So, after Abraham watched Sodom burn, he left that place and began traveling in a new region.  Imagine he is probably a little bit upset, he doesn’t know that Lot has been rescued, and he is probably quite confident that God has killed his nephew.  And so he leaves and travels to a new region.  Now, because Abraham had left his family, his country and was wandering around as a stranger in this land; he often found himself feeling very insecure, especially when he moved into a new place.  These feelings of insecurity and loneliness were probably heightened by the fact that he thinks the one person who had once traveled with him and been family to him is now dead.  So, as Abraham entered this new area he understood the real dangers he faced.  He was a man without any protection.  In an age where your family and your clan were the ones who provided you with protection, Abraham was a stranger in a strange land. 
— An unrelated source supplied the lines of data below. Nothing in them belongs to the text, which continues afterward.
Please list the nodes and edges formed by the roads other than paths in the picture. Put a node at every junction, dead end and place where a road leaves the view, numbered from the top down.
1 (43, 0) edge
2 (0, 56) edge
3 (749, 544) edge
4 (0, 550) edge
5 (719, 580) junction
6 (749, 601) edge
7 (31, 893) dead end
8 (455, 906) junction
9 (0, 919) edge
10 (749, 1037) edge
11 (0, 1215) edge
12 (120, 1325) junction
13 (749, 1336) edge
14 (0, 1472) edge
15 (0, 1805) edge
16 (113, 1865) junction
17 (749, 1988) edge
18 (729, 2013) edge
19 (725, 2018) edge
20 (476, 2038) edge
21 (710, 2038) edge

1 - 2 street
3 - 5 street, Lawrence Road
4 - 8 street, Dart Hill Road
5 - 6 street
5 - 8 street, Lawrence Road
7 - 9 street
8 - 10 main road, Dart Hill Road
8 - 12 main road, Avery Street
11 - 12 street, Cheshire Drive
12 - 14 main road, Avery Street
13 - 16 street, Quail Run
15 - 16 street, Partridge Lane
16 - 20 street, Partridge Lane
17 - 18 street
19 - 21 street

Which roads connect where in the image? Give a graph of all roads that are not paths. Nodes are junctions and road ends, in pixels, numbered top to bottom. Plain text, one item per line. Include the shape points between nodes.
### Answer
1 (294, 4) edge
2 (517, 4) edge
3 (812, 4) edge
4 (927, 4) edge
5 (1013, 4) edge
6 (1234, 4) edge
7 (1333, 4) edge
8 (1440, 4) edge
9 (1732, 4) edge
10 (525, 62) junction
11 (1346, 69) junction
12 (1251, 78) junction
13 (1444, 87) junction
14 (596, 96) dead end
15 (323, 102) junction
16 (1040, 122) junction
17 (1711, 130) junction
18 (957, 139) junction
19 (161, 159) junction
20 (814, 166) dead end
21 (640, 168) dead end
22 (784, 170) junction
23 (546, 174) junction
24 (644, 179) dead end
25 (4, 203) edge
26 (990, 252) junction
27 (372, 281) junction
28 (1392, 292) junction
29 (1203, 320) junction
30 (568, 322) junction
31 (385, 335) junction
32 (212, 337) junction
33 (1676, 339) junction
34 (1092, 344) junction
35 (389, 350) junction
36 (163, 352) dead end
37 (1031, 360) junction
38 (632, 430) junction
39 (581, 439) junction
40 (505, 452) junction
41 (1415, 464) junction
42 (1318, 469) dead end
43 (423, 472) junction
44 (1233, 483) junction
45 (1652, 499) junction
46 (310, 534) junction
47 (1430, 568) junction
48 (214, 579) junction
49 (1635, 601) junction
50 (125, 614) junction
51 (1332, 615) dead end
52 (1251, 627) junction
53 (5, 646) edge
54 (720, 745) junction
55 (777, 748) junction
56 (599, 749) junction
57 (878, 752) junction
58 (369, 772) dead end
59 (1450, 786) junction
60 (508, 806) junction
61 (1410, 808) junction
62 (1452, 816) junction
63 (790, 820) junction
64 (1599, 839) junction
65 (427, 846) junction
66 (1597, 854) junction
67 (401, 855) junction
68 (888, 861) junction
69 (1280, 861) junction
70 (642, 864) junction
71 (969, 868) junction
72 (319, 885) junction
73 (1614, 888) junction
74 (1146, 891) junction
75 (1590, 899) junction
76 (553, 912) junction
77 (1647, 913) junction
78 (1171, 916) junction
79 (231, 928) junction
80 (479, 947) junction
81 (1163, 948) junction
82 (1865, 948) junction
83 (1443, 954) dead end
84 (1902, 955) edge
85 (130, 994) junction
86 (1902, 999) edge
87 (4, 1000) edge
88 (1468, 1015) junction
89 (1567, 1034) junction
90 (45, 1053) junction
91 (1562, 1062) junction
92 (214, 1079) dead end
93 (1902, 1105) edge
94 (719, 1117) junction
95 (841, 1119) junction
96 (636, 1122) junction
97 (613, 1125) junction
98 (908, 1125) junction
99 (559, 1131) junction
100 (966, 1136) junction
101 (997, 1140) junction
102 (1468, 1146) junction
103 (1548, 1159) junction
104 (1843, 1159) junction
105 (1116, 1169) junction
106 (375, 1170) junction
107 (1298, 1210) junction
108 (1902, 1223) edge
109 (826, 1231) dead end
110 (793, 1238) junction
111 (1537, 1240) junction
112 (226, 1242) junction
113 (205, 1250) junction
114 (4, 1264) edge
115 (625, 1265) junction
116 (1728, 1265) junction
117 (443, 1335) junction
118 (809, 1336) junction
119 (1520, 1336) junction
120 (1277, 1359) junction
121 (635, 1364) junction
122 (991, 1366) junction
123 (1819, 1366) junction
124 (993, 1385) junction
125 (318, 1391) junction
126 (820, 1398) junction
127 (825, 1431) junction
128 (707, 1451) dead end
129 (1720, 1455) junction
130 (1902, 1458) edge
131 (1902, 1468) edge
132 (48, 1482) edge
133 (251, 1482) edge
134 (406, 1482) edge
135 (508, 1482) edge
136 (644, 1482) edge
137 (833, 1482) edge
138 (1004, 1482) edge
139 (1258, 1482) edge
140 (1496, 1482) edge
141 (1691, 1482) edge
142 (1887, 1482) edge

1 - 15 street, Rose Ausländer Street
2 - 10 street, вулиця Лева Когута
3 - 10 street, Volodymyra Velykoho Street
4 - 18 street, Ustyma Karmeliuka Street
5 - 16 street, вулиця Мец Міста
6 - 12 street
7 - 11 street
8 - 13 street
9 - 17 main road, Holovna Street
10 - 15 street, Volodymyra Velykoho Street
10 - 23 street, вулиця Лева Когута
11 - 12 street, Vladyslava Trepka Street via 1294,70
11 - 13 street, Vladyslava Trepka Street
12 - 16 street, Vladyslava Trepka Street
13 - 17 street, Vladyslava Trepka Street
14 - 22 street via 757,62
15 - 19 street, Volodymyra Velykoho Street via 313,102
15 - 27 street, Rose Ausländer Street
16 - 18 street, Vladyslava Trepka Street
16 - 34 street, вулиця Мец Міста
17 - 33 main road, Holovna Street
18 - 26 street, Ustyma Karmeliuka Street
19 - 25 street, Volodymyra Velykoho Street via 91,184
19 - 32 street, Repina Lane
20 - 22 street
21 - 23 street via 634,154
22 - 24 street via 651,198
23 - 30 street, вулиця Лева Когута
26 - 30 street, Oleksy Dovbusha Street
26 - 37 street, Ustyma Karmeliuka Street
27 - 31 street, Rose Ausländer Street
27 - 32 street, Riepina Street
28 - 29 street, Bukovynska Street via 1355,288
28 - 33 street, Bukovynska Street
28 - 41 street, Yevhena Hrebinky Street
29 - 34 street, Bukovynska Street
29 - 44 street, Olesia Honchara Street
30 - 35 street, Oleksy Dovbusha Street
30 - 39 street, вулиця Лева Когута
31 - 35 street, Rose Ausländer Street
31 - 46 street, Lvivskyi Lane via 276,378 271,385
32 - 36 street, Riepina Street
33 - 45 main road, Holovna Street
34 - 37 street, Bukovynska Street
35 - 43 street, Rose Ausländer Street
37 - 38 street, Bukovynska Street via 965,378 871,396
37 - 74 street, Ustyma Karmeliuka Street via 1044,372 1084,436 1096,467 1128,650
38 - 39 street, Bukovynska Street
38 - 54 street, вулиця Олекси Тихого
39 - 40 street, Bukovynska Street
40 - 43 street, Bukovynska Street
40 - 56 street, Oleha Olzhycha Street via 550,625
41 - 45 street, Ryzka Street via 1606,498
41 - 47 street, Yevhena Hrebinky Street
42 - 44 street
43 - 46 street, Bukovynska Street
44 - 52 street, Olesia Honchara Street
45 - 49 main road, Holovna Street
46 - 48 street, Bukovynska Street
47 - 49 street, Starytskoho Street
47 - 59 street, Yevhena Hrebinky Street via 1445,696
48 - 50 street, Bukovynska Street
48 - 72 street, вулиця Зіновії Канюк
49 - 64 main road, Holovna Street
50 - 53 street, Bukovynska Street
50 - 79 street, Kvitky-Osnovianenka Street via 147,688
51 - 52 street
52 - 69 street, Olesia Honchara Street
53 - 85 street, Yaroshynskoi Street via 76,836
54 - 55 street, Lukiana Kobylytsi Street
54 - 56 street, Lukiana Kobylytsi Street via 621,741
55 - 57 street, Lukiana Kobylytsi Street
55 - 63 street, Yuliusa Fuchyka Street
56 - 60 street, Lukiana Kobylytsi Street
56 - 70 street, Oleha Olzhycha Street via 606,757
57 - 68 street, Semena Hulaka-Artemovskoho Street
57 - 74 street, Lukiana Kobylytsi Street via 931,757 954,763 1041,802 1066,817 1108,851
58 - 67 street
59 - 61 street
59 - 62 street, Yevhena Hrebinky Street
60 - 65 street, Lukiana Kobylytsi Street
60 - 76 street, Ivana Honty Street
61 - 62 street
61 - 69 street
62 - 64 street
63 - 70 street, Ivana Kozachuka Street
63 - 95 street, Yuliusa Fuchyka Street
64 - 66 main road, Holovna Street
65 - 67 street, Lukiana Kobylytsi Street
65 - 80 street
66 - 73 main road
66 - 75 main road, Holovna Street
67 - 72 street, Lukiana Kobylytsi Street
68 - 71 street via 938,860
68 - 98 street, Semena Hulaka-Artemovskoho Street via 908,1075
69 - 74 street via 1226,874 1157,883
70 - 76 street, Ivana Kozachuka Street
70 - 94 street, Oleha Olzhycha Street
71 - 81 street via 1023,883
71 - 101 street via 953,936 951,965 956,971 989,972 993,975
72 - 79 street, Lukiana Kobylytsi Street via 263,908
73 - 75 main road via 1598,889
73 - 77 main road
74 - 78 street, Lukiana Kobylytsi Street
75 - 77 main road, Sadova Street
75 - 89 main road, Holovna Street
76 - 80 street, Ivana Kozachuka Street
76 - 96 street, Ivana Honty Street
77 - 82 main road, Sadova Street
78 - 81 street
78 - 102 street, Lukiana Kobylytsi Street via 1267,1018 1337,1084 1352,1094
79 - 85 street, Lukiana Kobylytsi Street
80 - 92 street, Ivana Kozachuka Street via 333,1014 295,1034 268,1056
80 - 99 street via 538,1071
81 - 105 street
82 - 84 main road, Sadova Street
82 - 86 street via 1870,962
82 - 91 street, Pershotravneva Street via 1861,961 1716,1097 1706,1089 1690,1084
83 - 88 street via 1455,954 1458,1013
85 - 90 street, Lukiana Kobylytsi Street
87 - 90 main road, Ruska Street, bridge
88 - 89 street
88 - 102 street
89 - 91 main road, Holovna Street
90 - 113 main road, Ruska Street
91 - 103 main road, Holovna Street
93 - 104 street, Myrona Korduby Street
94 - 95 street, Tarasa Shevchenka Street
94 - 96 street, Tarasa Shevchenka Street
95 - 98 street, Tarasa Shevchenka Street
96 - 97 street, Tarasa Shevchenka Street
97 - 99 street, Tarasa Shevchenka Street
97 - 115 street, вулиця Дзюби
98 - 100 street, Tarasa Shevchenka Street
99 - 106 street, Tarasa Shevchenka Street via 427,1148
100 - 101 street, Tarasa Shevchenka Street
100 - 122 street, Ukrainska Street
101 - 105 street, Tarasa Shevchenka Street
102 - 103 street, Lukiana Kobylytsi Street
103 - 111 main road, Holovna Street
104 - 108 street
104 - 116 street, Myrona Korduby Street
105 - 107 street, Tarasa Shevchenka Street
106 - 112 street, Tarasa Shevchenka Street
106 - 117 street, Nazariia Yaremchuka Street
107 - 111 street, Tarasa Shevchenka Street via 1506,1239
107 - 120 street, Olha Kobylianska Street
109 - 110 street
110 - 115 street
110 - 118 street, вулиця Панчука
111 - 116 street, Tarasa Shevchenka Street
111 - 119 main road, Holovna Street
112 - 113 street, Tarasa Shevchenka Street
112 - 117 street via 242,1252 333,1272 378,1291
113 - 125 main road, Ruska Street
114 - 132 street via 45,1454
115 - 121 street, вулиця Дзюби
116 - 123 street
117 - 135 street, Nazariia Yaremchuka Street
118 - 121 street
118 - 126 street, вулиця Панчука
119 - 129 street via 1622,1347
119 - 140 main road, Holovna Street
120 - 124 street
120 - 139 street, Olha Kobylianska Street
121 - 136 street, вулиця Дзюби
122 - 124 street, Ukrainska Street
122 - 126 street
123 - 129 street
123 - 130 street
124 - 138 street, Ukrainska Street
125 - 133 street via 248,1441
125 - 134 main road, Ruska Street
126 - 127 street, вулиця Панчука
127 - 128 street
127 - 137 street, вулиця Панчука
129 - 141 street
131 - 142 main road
And so as Abraham moves into this new land, he finds himself fearing for his life.  And he knows that his wife is beautiful and he is afraid that someone will see her and want to take her, so they will just kill him so that they can have his wife.  Basically he is afraid someone will do what David would do years later when he killed Uriah in order to take his wife Bathsheba.  So Abraham began to tell people that Sarah was his sister.  And of course because she was beautiful it was not long before the king, whose name was Abimelech, sent for Sarah and took her.  Can you imagine what is going through Abraham’s head as he watches this man come and take his wife?  Can you fathom what this would be like?  Sarah, the wife of Abraham’s youth, the love of his life, and the woman that God had promised would bear a child within a year.  That means she would need to get pregnant in the next few months.  Abraham lets her go.  Oh how devastated he must be.  How angry at God he must be feeling.  God, what are you doing?  What are you doing?  You promise me Sarah will have a kid and then you let some king take her away to his harem.  Yeah, lets see her pregnant in the next three months.  You know how we feel when everything seems to be going wrong.  Imagine how Abraham is feeling.  God, you killed my nephew, now you take my wife, seriously what next?  What next?  I can’t imagine the despair and frustration, and anger, and shame and guilt that he must feel for somewhere he must understand that it’s his fault that Abimelech took Sarah.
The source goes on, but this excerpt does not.